What is your favourite gaming memory? Scoring the goal that puts you into division one on FIFA's 'Seasons' mode? Stepping out of the sewer tunnel glimpsing Cyrodiil in TESIV: Oblivion for the first time? Both excellent choices, but not quite enough to topple my number one gaming memory, made about four weeks ago. In fact it was the 17th of September: the day Grand Theft Auto V came out. As is now the traditional way to begin playing GTA, I stole a car, ignored what I was meant to be doing, and went out in search of adventure.
Rihanna warbling out of the speakers of my newly-acquired not-Audi-R8-but-clearly-is, I headed straight for the freeway of Los Santos that would take me into the surrounding Blaine County countryside. Back to the Future sprung to mind and it dawned on me how silly it was to follow conventions, such as driving on a road like a normal person. Where I was going I didn't need roads, and this was about the time I started making up objectives for myself.
Could I drive off a cliff and survive? I could, but only by totalling the car in the process and plonking my character in the middle of nowhere. If I sprint, could I jump onto that moving train? Turns out I could, but then swiftly fell off. So I stole a truck, jack-knifed the container and began my pursuit of the train. After jumping out of the moving truck onto the moving train and standing on top of it with a smile on my face, I thought "...maybe I should play the game now."
Despite having done it for many years in various different games, it's only recently that I've noticed how much I enjoy metagaming; creating mini challenges that the designers may have never intended. It ceases to be their world and instead becomes ours to do with as we wish. When the demo of Xbox 360 exclusive Crackdown 2 first came out, I spent an hour with my friend trying to see if either one of us could get outside of the barrier preventing us from playing the whole game. We never managed it, but we sure had fun jumping off buildings into the water to see if we could dive under it, or testing the perimeter for weaknesses like the velociraptors from Jurassic Park. And no, we never attacked the same place twice. Because we're clever, and we remember.

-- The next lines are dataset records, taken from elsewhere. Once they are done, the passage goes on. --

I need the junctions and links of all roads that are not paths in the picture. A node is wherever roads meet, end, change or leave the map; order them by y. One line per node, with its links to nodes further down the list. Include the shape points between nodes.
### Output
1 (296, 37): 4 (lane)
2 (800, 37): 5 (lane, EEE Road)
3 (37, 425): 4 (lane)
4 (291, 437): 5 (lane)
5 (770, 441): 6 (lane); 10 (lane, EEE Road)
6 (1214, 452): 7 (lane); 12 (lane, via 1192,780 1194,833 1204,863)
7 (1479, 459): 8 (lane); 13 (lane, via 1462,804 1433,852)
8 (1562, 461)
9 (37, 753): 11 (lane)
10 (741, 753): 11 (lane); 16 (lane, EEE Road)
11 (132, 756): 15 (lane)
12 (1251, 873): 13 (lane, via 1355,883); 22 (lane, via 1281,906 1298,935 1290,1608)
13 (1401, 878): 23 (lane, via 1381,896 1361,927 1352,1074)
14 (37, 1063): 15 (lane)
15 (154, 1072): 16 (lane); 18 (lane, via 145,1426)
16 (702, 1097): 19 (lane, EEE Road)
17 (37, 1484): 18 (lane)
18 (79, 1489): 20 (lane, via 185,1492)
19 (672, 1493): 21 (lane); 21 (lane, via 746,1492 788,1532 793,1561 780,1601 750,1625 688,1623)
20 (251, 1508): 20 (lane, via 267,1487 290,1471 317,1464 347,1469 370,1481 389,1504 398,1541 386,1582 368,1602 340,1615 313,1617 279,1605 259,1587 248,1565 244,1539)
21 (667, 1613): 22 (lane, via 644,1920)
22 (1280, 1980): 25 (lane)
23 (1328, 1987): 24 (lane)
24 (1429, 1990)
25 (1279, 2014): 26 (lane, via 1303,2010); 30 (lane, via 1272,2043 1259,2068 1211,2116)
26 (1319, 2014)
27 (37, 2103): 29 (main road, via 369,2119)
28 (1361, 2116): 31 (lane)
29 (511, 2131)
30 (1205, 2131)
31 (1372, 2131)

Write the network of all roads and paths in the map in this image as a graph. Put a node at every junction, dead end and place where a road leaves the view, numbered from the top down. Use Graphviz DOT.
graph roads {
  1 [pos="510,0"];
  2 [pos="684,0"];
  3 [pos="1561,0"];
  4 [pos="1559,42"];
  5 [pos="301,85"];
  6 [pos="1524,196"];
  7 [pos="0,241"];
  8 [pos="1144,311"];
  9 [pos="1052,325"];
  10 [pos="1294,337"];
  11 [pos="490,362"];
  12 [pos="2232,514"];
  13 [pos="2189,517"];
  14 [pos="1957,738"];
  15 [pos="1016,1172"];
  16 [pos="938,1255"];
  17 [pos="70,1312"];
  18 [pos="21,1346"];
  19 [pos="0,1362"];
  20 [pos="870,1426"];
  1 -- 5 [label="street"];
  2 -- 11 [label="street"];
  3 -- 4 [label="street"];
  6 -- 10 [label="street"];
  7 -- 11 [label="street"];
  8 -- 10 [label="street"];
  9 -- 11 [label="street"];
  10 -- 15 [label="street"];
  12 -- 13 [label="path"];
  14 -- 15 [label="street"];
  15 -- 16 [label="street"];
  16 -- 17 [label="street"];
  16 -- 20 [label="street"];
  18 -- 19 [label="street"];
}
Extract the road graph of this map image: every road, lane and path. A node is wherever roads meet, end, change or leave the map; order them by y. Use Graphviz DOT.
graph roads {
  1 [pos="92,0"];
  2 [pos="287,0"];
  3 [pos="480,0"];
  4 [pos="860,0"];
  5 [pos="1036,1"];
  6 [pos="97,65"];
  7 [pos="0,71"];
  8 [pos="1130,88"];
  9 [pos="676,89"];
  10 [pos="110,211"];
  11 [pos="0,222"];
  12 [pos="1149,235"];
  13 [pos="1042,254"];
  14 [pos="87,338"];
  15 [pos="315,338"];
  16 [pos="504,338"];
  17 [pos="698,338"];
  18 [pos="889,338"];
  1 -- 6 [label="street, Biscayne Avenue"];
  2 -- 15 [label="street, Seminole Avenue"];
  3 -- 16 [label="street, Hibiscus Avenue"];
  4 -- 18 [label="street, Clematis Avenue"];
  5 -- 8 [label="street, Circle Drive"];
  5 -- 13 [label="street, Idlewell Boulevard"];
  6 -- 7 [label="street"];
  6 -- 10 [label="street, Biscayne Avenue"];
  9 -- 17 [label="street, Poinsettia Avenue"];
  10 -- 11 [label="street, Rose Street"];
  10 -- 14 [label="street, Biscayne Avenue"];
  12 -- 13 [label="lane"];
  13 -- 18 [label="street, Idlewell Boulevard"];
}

Minecraft has perhaps popularised the idea of entirely player-driven objectives within games the most, giving you a world and some tools but absolutely no instruction on what you should do. The whole point of the game is to set challenges for yourself and to think of things to do, so there isn't the same level of forbidden-fruit excitement behind attempting your own ideas. However, it does contain opportunities to surprise the player with their own ridiculously-detailed constructions. One minute you're building a dirt house and then three months later you realise you've rebuilt King's Landing from Game of Thrones.
Considering Minecraft has sold over 33 million copies, it's reasonable to assume the next generation of consoles will produce titles of a similar ilk. One such title announced already is Project Spark for the Xbox One, which is described as a "Digital-Canvas Open World." Or D-COW which, if we combine our efforts, I'm sure we can make happen. Project Spark will allow players to literally create their own games which can be as simple or complex as desired, right down to the programming of object behaviour. This was demonstrated at E3 during Microsoft's press conference by altering the behaviour of a rock to either bounce every time players are near or follow them on their travels. I plan to name my rock Dwayne Johnson, just to be ironic. Perhaps I'll program it to be a wonderful cook and my avatar will (finally) be able to smell what the rock is cooking. All thanks to this D-COW.
One of the best aspects of Project Spark is that it's completely free, and does not require an Xbox Live Gold account in order to play it. What this potentially means is that you could have hundreds of what will essentially be free full games created using Project Spark available to you by year's end on your Xbox One. Not sure what to give to your friend this Christmas? Make them a personalised game! It's possible to shape your game using Microsoft's Smartglass app on your tablet or through use of Kinect 2.0. You could also use the integrated recording features of the Xbox One to create a 'making of' diary to share your progress socially.
While it is great that Minecraft and Project Spark will be available, these sorts of games won't be for everyone. However, Dead Rising 3 should provide plenty of opportunities for hilarity because zombies + open world + online co-op = win. Mathematic fact, that, so it can't be argued with. I'm very much looking forward to attempting things I should get an achievement for but probably won't. That's ok though, I'll just play the 'ba-ding' noise in my head. It's just as good.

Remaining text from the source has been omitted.